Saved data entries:
- - - - -
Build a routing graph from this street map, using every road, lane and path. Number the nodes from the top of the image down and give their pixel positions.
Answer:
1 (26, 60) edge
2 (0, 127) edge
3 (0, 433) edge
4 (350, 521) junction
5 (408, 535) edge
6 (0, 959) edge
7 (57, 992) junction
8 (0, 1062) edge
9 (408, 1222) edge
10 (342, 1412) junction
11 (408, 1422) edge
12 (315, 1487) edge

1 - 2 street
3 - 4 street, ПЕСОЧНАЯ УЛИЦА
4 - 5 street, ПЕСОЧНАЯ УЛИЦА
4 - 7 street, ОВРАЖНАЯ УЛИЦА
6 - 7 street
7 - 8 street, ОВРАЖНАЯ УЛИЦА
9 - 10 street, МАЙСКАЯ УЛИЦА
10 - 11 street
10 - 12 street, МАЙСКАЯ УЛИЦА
- - - - -
• Problem description: Every entry is to be printed exactly as given.

• Exercise output:
Build a routing graph from this street map, using every road, lane and path. Number the nodes from the top of the image down and give their pixel positions.
Answer:
1 (26, 60) edge
2 (0, 127) edge
3 (0, 433) edge
4 (350, 521) junction
5 (408, 535) edge
6 (0, 959) edge
7 (57, 992) junction
8 (0, 1062) edge
9 (408, 1222) edge
10 (342, 1412) junction
11 (408, 1422) edge
12 (315, 1487) edge

1 - 2 street
3 - 4 street, ПЕСОЧНАЯ УЛИЦА
4 - 5 street, ПЕСОЧНАЯ УЛИЦА
4 - 7 street, ОВРАЖНАЯ УЛИЦА
6 - 7 street
7 - 8 street, ОВРАЖНАЯ УЛИЦА
9 - 10 street, МАЙСКАЯ УЛИЦА
10 - 11 street
10 - 12 street, МАЙСКАЯ УЛИЦА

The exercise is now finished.